Activity. Could the data below be retyped exactly, without its pictures?

Material shown.
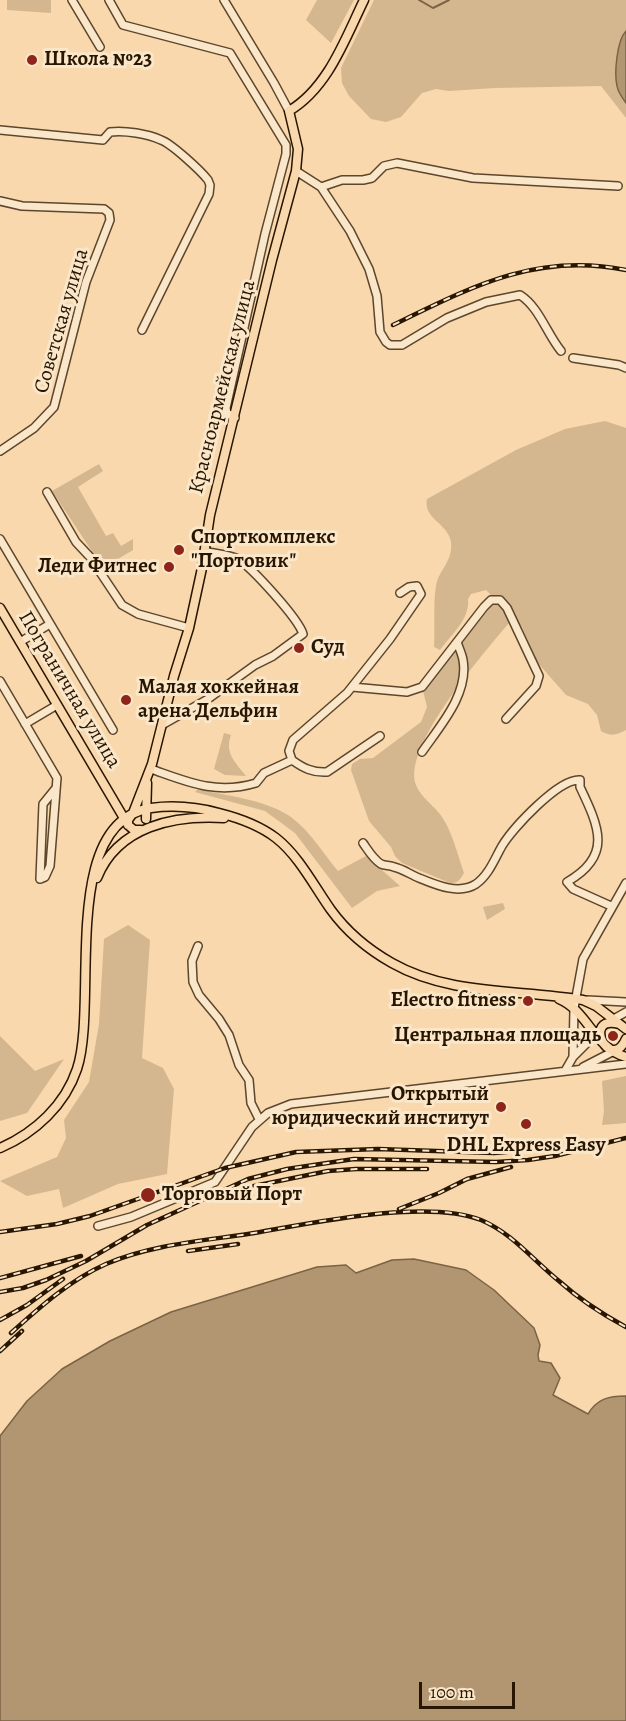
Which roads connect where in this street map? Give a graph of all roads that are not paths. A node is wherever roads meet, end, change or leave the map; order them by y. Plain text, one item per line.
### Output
1 (72, 0) edge
2 (109, 0) edge
3 (224, 0) edge
4 (364, 0) edge
5 (100, 47) dead end
6 (289, 111) junction
7 (0, 130) edge
8 (296, 171) junction
9 (618, 186) dead end
10 (321, 187) junction
11 (0, 201) edge
12 (265, 234) junction
13 (278, 237) junction
14 (142, 330) dead end
15 (561, 351) dead end
16 (573, 358) dead end
17 (626, 368) edge
18 (235, 418) junction
19 (0, 451) edge
20 (47, 492) dead end
21 (0, 539) edge
22 (205, 551) junction
23 (400, 592) dead end
24 (0, 608) edge
25 (50, 624) junction
26 (189, 628) junction
27 (20, 642) junction
28 (457, 642) junction
29 (0, 681) edge
30 (352, 687) junction
31 (57, 705) junction
32 (506, 719) dead end
33 (25, 724) junction
34 (162, 725) junction
35 (113, 730) dead end
36 (380, 736) dead end
37 (422, 752) dead end
38 (292, 760) junction
39 (149, 773) junction
40 (56, 788) junction
41 (107, 789) junction
42 (147, 808) junction
43 (133, 813) junction
44 (146, 819) junction
45 (126, 822) junction
46 (249, 822) junction
47 (141, 830) junction
48 (363, 843) dead end
49 (626, 883) edge
50 (88, 903) junction
51 (611, 906) junction
52 (198, 946) dead end
53 (544, 995) junction
54 (579, 999) junction
55 (626, 1002) edge
56 (574, 1008) junction
57 (626, 1012) edge
58 (613, 1019) junction
59 (604, 1026) junction
60 (625, 1030) edge
61 (594, 1036) junction
62 (625, 1042) edge
63 (603, 1045) junction
64 (613, 1052) junction
65 (573, 1057) junction
66 (626, 1057) edge
67 (626, 1064) edge
68 (578, 1070) junction
69 (565, 1071) junction
70 (259, 1119) junction
71 (0, 1148) edge
72 (98, 1226) dead end

1 - 5 street
2 - 12 street
3 - 6 street
4 - 6 main road
6 - 8 main road, Красноармейская улица
7 - 14 street
8 - 10 street
8 - 13 main road, Красноармейская улица
9 - 10 street
10 - 15 street
11 - 19 street, Советская улица
12 - 13 street
12 - 18 street
13 - 18 main road, Красноармейская улица
16 - 17 street
18 - 22 main road, Красноармейская улица
20 - 26 street
21 - 25 street
22 - 26 main road, Красноармейская улица
22 - 34 street
23 - 30 street
24 - 27 main road, Пограничная улица
25 - 27 street
25 - 35 street
26 - 34 main road, Красноармейская улица
27 - 31 main road, Пограничная улица
28 - 30 street
28 - 32 street
28 - 37 street
29 - 33 street
30 - 38 street
31 - 33 street
31 - 41 main road, Пограничная улица
33 - 40 street
34 - 39 main road, Красноармейская улица
36 - 38 street
38 - 39 street
39 - 42 main road, Красноармейская улица
39 - 43 main road, Красноармейская улица
40 - 40 street
41 - 43 main road, Пограничная улица
41 - 45 main road, Пограничная улица
42 - 43 main road
42 - 44 main road, Красноармейская улица
42 - 46 main road
43 - 44 main road
43 - 45 main road
44 - 47 main road
45 - 47 main road
45 - 50 main road
46 - 47 main road
46 - 53 main road
47 - 50 main road
48 - 51 street
49 - 51 street
50 - 71 main road
51 - 54 street
52 - 70 street
53 - 54 main road
53 - 56 main road
54 - 55 street
54 - 56 street
54 - 58 main road
56 - 61 main road
56 - 65 street
57 - 58 street
58 - 59 street
58 - 60 main road
59 - 60 main road
59 - 61 street
59 - 63 main road
61 - 63 main road
61 - 65 street
62 - 63 main road
62 - 64 street
63 - 64 main road
64 - 66 main road
64 - 68 street
65 - 69 street
67 - 68 street
68 - 69 street
69 - 70 street
70 - 72 street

Response area.
Which roads connect where in this street map? Give a graph of all roads that are not paths. A node is wherever roads meet, end, change or leave the map; order them by y. Plain text, one item per line.
### Output
1 (72, 0) edge
2 (109, 0) edge
3 (224, 0) edge
4 (364, 0) edge
5 (100, 47) dead end
6 (289, 111) junction
7 (0, 130) edge
8 (296, 171) junction
9 (618, 186) dead end
10 (321, 187) junction
11 (0, 201) edge
12 (265, 234) junction
13 (278, 237) junction
14 (142, 330) dead end
15 (561, 351) dead end
16 (573, 358) dead end
17 (626, 368) edge
18 (235, 418) junction
19 (0, 451) edge
20 (47, 492) dead end
21 (0, 539) edge
22 (205, 551) junction
23 (400, 592) dead end
24 (0, 608) edge
25 (50, 624) junction
26 (189, 628) junction
27 (20, 642) junction
28 (457, 642) junction
29 (0, 681) edge
30 (352, 687) junction
31 (57, 705) junction
32 (506, 719) dead end
33 (25, 724) junction
34 (162, 725) junction
35 (113, 730) dead end
36 (380, 736) dead end
37 (422, 752) dead end
38 (292, 760) junction
39 (149, 773) junction
40 (56, 788) junction
41 (107, 789) junction
42 (147, 808) junction
43 (133, 813) junction
44 (146, 819) junction
45 (126, 822) junction
46 (249, 822) junction
47 (141, 830) junction
48 (363, 843) dead end
49 (626, 883) edge
50 (88, 903) junction
51 (611, 906) junction
52 (198, 946) dead end
53 (544, 995) junction
54 (579, 999) junction
55 (626, 1002) edge
56 (574, 1008) junction
57 (626, 1012) edge
58 (613, 1019) junction
59 (604, 1026) junction
60 (625, 1030) edge
61 (594, 1036) junction
62 (625, 1042) edge
63 (603, 1045) junction
64 (613, 1052) junction
65 (573, 1057) junction
66 (626, 1057) edge
67 (626, 1064) edge
68 (578, 1070) junction
69 (565, 1071) junction
70 (259, 1119) junction
71 (0, 1148) edge
72 (98, 1226) dead end

1 - 5 street
2 - 12 street
3 - 6 street
4 - 6 main road
6 - 8 main road, Красноармейская улица
7 - 14 street
8 - 10 street
8 - 13 main road, Красноармейская улица
9 - 10 street
10 - 15 street
11 - 19 street, Советская улица
12 - 13 street
12 - 18 street
13 - 18 main road, Красноармейская улица
16 - 17 street
18 - 22 main road, Красноармейская улица
20 - 26 street
21 - 25 street
22 - 26 main road, Красноармейская улица
22 - 34 street
23 - 30 street
24 - 27 main road, Пограничная улица
25 - 27 street
25 - 35 street
26 - 34 main road, Красноармейская улица
27 - 31 main road, Пограничная улица
28 - 30 street
28 - 32 street
28 - 37 street
29 - 33 street
30 - 38 street
31 - 33 street
31 - 41 main road, Пограничная улица
33 - 40 street
34 - 39 main road, Красноармейская улица
36 - 38 street
38 - 39 street
39 - 42 main road, Красноармейская улица
39 - 43 main road, Красноармейская улица
40 - 40 street
41 - 43 main road, Пограничная улица
41 - 45 main road, Пограничная улица
42 - 43 main road
42 - 44 main road, Красноармейская улица
42 - 46 main road
43 - 44 main road
43 - 45 main road
44 - 47 main road
45 - 47 main road
45 - 50 main road
46 - 47 main road
46 - 53 main road
47 - 50 main road
48 - 51 street
49 - 51 street
50 - 71 main road
51 - 54 street
52 - 70 street
53 - 54 main road
53 - 56 main road
54 - 55 street
54 - 56 street
54 - 58 main road
56 - 61 main road
56 - 65 street
57 - 58 street
58 - 59 street
58 - 60 main road
59 - 60 main road
59 - 61 street
59 - 63 main road
61 - 63 main road
61 - 65 street
62 - 63 main road
62 - 64 street
63 - 64 main road
64 - 66 main road
64 - 68 street
65 - 69 street
67 - 68 street
68 - 69 street
69 - 70 street
70 - 72 street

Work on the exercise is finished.